Gather all lines in the data that hold the string "Rosa".

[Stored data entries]
^^^^

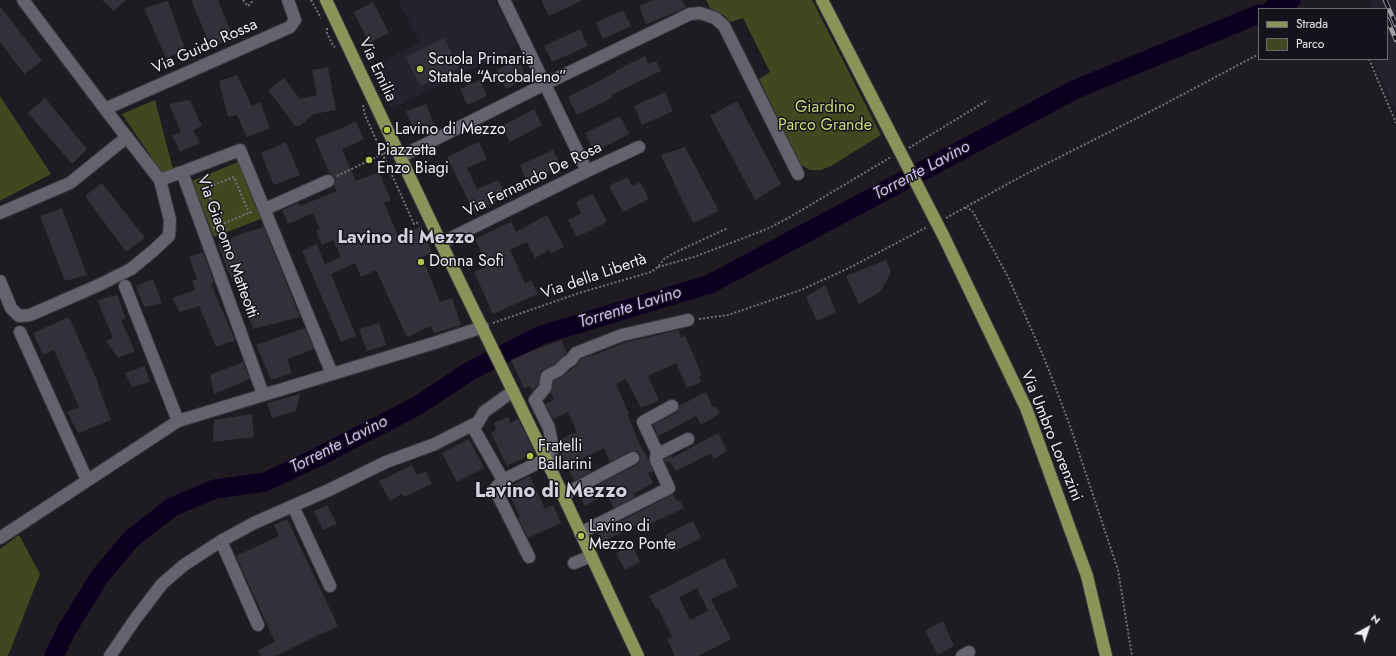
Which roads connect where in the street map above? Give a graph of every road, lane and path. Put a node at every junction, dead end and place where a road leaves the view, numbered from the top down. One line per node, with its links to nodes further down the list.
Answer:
1 (23, 0): 12 (street)
2 (243, 0): 3 (path)
3 (254, 0)
4 (288, 0): 12 (street, Via Guido Rossa)
5 (326, 0): 17 (main road, Via Emilia)
6 (504, 0): 10 (street)
7 (822, 0): 64 (main road, Via Umbro Lorenzini, bridge)
8 (1258, 55): 25 (path)
9 (1369, 60): 13 (path)
10 (545, 84): 17 (street); 19 (street); 21 (street)
11 (988, 100): 16 (path)
12 (105, 109): 14 (street)
13 (1396, 123)
14 (127, 137): 22 (street); 26 (street)
15 (639, 147): 19 (street, Via Fernando De Rosa)
16 (908, 148)
17 (398, 152): 23 (path); 33 (main road, Via Emilia)
18 (893, 156): 34 (path)
19 (587, 171): 33 (street, Via Fernando De Rosa)
20 (182, 172): 22 (street); 24 (street, Via Giacomo Matteotti); 32 (street, Via Giacomo Matteotti)
21 (798, 174)
22 (160, 180): 35 (street)
23 (328, 181): 24 (street)
24 (264, 208): 27 (path); 40 (street, Via Giacomo Matteotti)
25 (965, 208): 28 (path); 65 (path)
26 (0, 213)
27 (249, 213): 30 (path); 30 (path)
28 (945, 218)
29 (933, 224): 37 (path)
30 (221, 225): 32 (path)
31 (728, 228): 34 (path, Via della Libertà)
32 (204, 232): 42 (street, Via Giacomo Matteotti)
33 (441, 243): 38 (main road, Via Emilia)
34 (658, 267): 38 (path, Via della Libertà)
35 (0, 281)
36 (125, 286): 44 (street)
37 (688, 320): 49 (street)
38 (484, 330): 40 (street); 41 (main road, Via Emilia)
39 (20, 332): 50 (street)
40 (332, 374): 42 (street)
41 (513, 392): 45 (street); 49 (main road, Via Emilia)
42 (263, 394): 44 (street)
43 (672, 406): 47 (street)
44 (178, 421): 50 (street)
45 (478, 422): 51 (street); 53 (street)
46 (688, 439): 47 (street)
47 (658, 454): 54 (street)
48 (633, 458): 52 (street)
49 (546, 459): 51 (street); 52 (main road, Via Emilia)
50 (87, 480): 55 (street)
51 (503, 480): 58 (street)
52 (563, 495): 54 (main road, Via Emilia)
53 (293, 506): 56 (street); 60 (street)
54 (580, 533): 57 (main road, Via Emilia)
55 (0, 538)
56 (221, 541): 61 (street); 62 (street)
57 (591, 556): 59 (street); 63 (main road, Via Emilia)
58 (529, 557)
59 (574, 563)
60 (330, 586)
61 (258, 625)
62 (110, 656)
63 (638, 656)
64 (1106, 656)
65 (1132, 656)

^^^^

» Exercise result:
15 (639, 147): 19 (street, Via Fernando De Rosa)
19 (587, 171): 33 (street, Via Fernando De Rosa)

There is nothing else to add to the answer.